O objetivo do governo paquistanês é legalizar as criptomoedas e permitir ao banco central emitir e regular moedas digitais. Esta medida promove a inovação financeira, moderniza o sistema de pagamentos e garante supervisão regulatória eficaz.
A medida confere ao banco central poderes para emitir e regular criptomoedas, reforçando a transparência e a clareza regulatória do mercado. Este enquadramento deverá aumentar a confiança dos investidores e acelerar a adoção do cripto no ecossistema financeiro nacional.
A revisão da Lei do SBP define um modelo claro de classificação para ativos digitais, distinguindo mercadorias digitais reguladas pelas autoridades competentes de valores mobiliários. Introduz regras para a negociação de criptomoedas, conformidade com a prevenção do branqueamento de capitais e medidas de proteção do consumidor. A lei estabelece igualmente requisitos para plataformas de negociação cripto e fornecedores de carteiras digitais que atuem no Paquistão.
Os utilizadores têm de declarar os rendimentos em cripto e pagar impostos entre 5% e 35%, conforme o nível de rendimento. Transações inferiores a 50 000 rupias estão isentas de tributação. É essencial manter registo de todas as operações e cumprir as normas regulatórias do Banco Estatal do Paquistão.

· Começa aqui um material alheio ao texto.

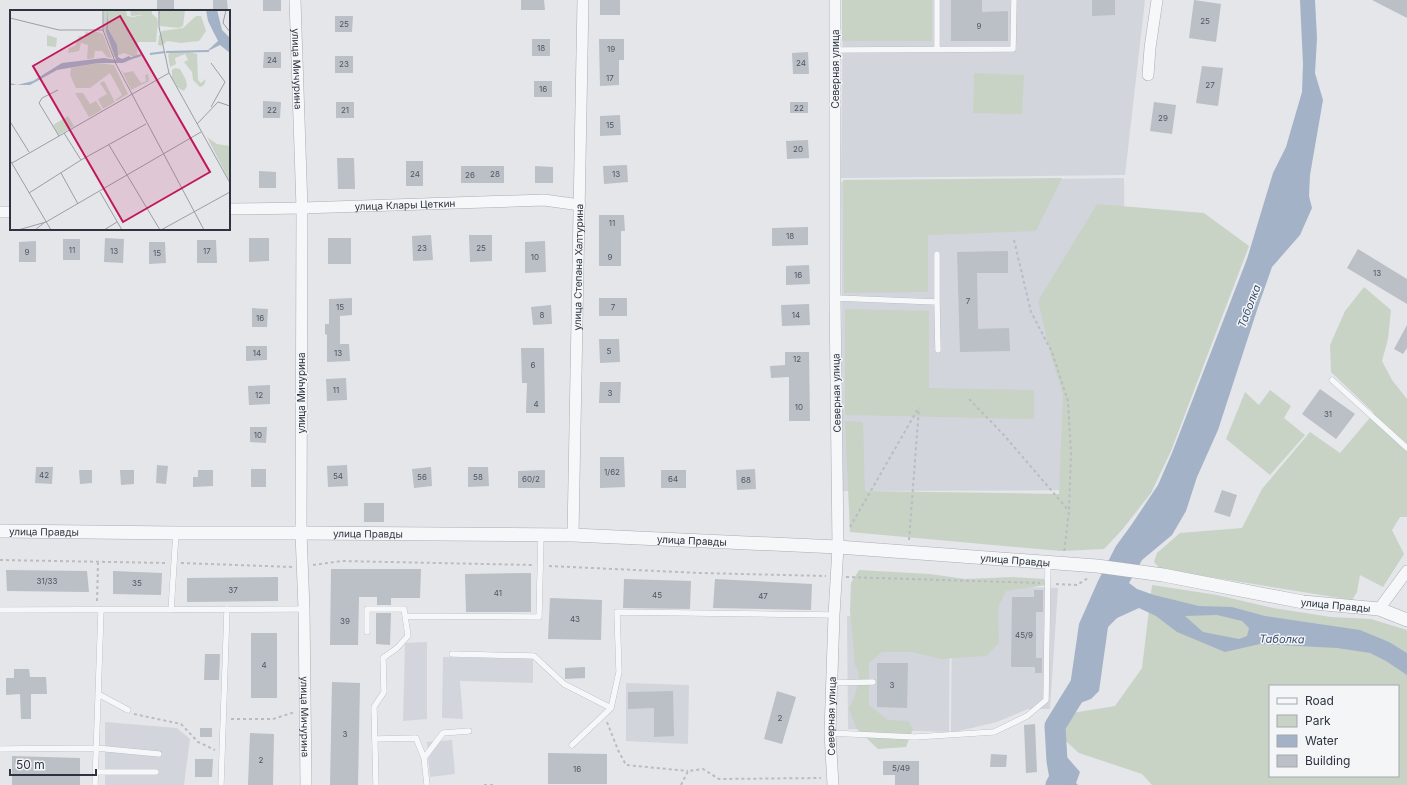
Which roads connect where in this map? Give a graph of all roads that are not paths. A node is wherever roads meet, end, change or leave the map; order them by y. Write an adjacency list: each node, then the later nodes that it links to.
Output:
1 (295, 0): 11 (street, улица Мичурина)
2 (583, 0): 10 (street, улица Степана Халтурина)
3 (835, 0): 7 (street, Северная улица)
4 (937, 0): 8 (lane)
5 (1014, 0): 8 (lane)
6 (1157, 0): 9 (street)
7 (835, 50): 8 (lane); 14 (street, Северная улица)
8 (937, 50)
9 (1148, 76)
10 (580, 205): 11 (street, улица Клары Цеткин); 23 (street, улица Степана Халтурина)
11 (302, 208): 12 (street, улица Клары Цеткин); 21 (street, улица Мичурина)
12 (230, 209)
13 (937, 254): 15 (lane)
14 (835, 298): 15 (lane); 24 (street, Северная улица)
15 (937, 302): 16 (lane)
16 (938, 350)
17 (1332, 380): 18 (lane)
18 (1407, 448)
19 (0, 531): 20 (street, улица Правды)
20 (176, 533): 21 (street, улица Правды); 32 (lane)
21 (301, 533): 22 (street, улица Правды); 28 (street, улица Мичурина)
22 (541, 535): 23 (street, улица Правды); 34 (lane)
23 (573, 535): 24 (street, улица Правды)
24 (838, 547): 25 (street, улица Правды); 33 (street, Северная улица)
25 (1048, 563): 29 (street, улица Правды); 44 (lane)
26 (1407, 571): 29 (street)
27 (227, 609): 28 (lane); 32 (lane); 55 (lane)
28 (304, 609): 56 (street, улица Мичурина)
29 (1379, 609): 35 (street, улица Правды)
30 (0, 610): 31 (lane)
31 (99, 610): 32 (lane); 40 (lane)
32 (171, 610)
33 (834, 615): 39 (street, Северная улица); 41 (lane)
34 (405, 616): 36 (lane); 45 (lane)
35 (1407, 620)
36 (367, 632)
37 (452, 654): 41 (lane)
38 (873, 682): 39 (lane)
39 (831, 683): 44 (street, Северная улица)
40 (98, 694): 42 (lane); 48 (lane)
41 (611, 708): 46 (lane)
42 (128, 710)
43 (469, 731): 50 (lane)
44 (830, 733): 53 (street, Северная улица)
45 (375, 739): 50 (lane); 57 (lane)
46 (572, 745)
47 (0, 748): 48 (lane)
48 (96, 748): 49 (lane); 51 (lane)
49 (160, 754)
50 (424, 758): 58 (lane)
51 (96, 772): 52 (lane); 54 (lane)
52 (156, 772)
53 (832, 781)
54 (95, 785)
55 (221, 785)
56 (306, 785)
57 (376, 785)
58 (427, 785)

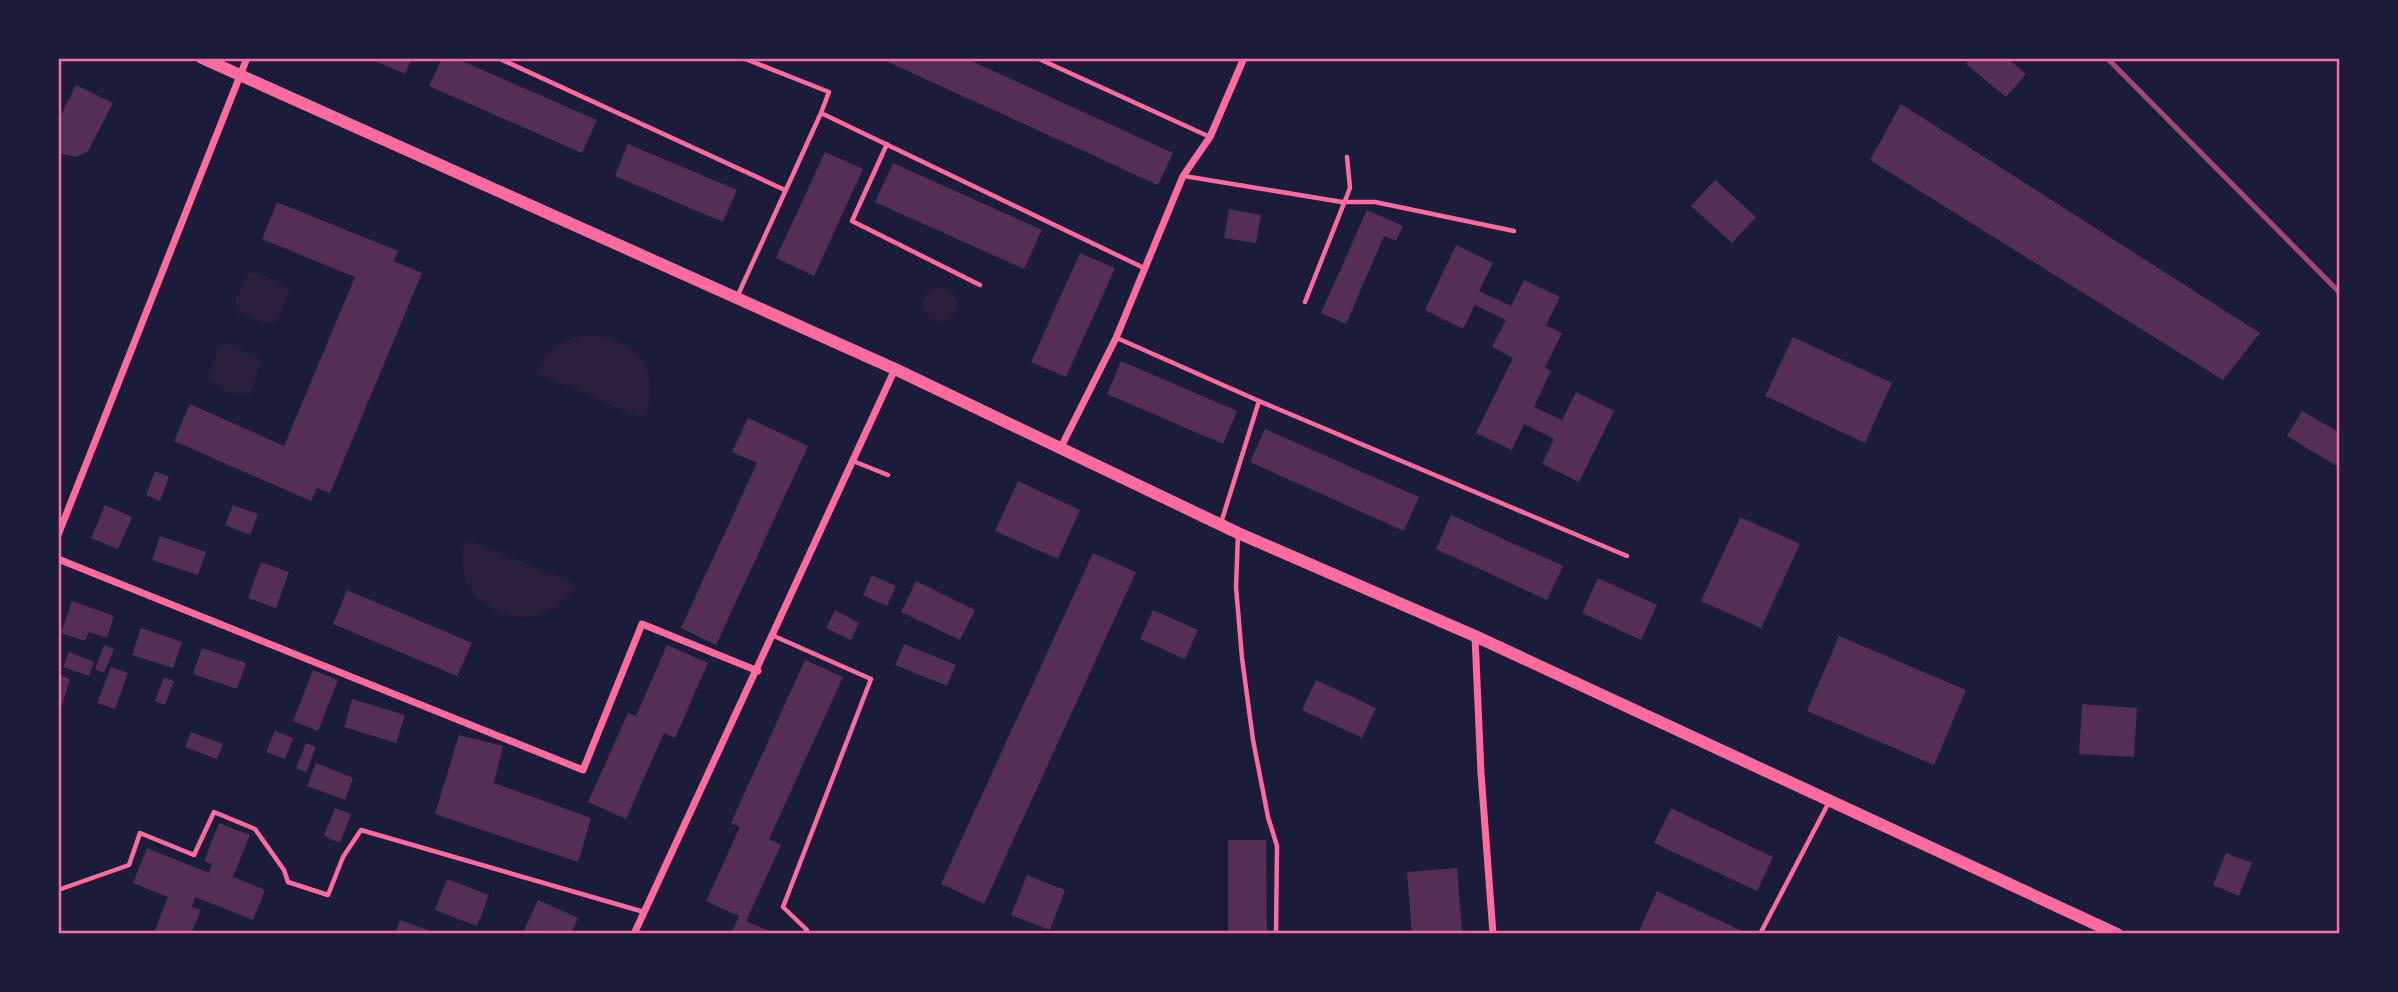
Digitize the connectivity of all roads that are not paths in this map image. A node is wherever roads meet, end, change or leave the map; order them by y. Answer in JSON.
{"nodes":[{"id":1,"x":202,"y":58,"type":"edge"},
{"id":2,"x":247,"y":58,"type":"edge"},
{"id":3,"x":498,"y":58,"type":"edge"},
{"id":4,"x":743,"y":58,"type":"edge"},
{"id":5,"x":1037,"y":58,"type":"edge"},
{"id":6,"x":1244,"y":58,"type":"edge"},
{"id":7,"x":239,"y":74,"type":"junction"},
{"id":8,"x":821,"y":113,"type":"junction"},
{"id":9,"x":1210,"y":137,"type":"junction"},
{"id":10,"x":887,"y":144,"type":"junction"},
{"id":11,"x":1347,"y":157,"type":"dead end"},
{"id":12,"x":1183,"y":176,"type":"junction"},
{"id":13,"x":785,"y":190,"type":"junction"},
{"id":14,"x":1342,"y":202,"type":"junction"},
{"id":15,"x":1514,"y":231,"type":"dead end"},
{"id":16,"x":1144,"y":268,"type":"junction"},
{"id":17,"x":980,"y":285,"type":"dead end"},
{"id":18,"x":737,"y":298,"type":"junction"},
{"id":19,"x":1305,"y":302,"type":"dead end"},
{"id":20,"x":1116,"y":338,"type":"junction"},
{"id":21,"x":895,"y":369,"type":"junction"},
{"id":22,"x":1258,"y":401,"type":"junction"},
{"id":23,"x":1060,"y":449,"type":"junction"},
{"id":24,"x":853,"y":461,"type":"junction"},
{"id":25,"x":888,"y":474,"type":"dead end"},
{"id":26,"x":1221,"y":523,"type":"junction"},
{"id":27,"x":1238,"y":533,"type":"junction"},
{"id":28,"x":58,"y":535,"type":"edge"},
{"id":29,"x":1627,"y":556,"type":"dead end"},
{"id":30,"x":58,"y":559,"type":"edge"},
{"id":31,"x":774,"y":636,"type":"junction"},
{"id":32,"x":1475,"y":636,"type":"junction"},
{"id":33,"x":758,"y":671,"type":"junction"},
{"id":34,"x":1830,"y":800,"type":"junction"},
{"id":35,"x":58,"y":890,"type":"edge"},
{"id":36,"x":644,"y":912,"type":"junction"},
{"id":37,"x":634,"y":934,"type":"edge"},
{"id":38,"x":805,"y":934,"type":"edge"},
{"id":39,"x":1276,"y":934,"type":"edge"},
{"id":40,"x":1493,"y":934,"type":"edge"},
{"id":41,"x":1760,"y":934,"type":"edge"},
{"id":42,"x":2117,"y":934,"type":"edge"}],
"edges":[{"from":1,"to":7,"type":"main road"},
{"from":2,"to":7,"type":"street"},
{"from":3,"to":13,"type":"lane"},
{"from":4,"to":8,"type":"lane"},
{"from":5,"to":9,"type":"lane"},
{"from":6,"to":9,"type":"street"},
{"from":7,"to":18,"type":"main road"},
{"from":7,"to":28,"type":"street"},
{"from":8,"to":10,"type":"lane"},
{"from":8,"to":13,"type":"lane"},
{"from":9,"to":12,"type":"street"},
{"from":10,"to":16,"type":"lane"},
{"from":10,"to":17,"type":"lane"},
{"from":11,"to":14,"type":"lane"},
{"from":12,"to":14,"type":"lane"},
{"from":12,"to":16,"type":"street"},
{"from":13,"to":18,"type":"lane"},
{"from":14,"to":15,"type":"lane"},
{"from":14,"to":19,"type":"lane"},
{"from":16,"to":20,"type":"street"},
{"from":18,"to":21,"type":"main road"},
{"from":20,"to":22,"type":"lane"},
{"from":20,"to":23,"type":"street"},
{"from":21,"to":23,"type":"main road"},
{"from":21,"to":24,"type":"street"},
{"from":22,"to":26,"type":"lane"},
{"from":22,"to":29,"type":"lane"},
{"from":23,"to":26,"type":"main road"},
{"from":24,"to":25,"type":"lane"},
{"from":24,"to":31,"type":"street"},
{"from":26,"to":27,"type":"main road"},
{"from":27,"to":32,"type":"main road"},
{"from":27,"to":39,"type":"lane"},
{"from":30,"to":33,"type":"street"},
{"from":31,"to":33,"type":"street"},
{"from":31,"to":38,"type":"lane"},
{"from":32,"to":34,"type":"main road"},
{"from":32,"to":40,"type":"street"},
{"from":33,"to":36,"type":"street"},
{"from":34,"to":41,"type":"lane"},
{"from":34,"to":42,"type":"main road"},
{"from":35,"to":36,"type":"lane"},
{"from":36,"to":37,"type":"street"}]}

A estratégia de legalização do Paquistão está alinhada com tendências internacionais, como os incentivos fiscais da Tailândia e o modelo MiCA da UE, dando prioridade à clareza regulatória e proteção do consumidor. Todavia, oferece condições mais favoráveis ao cripto do que jurisdições restritivas, colocando o Paquistão numa posição competitiva para a adoção de ativos digitais.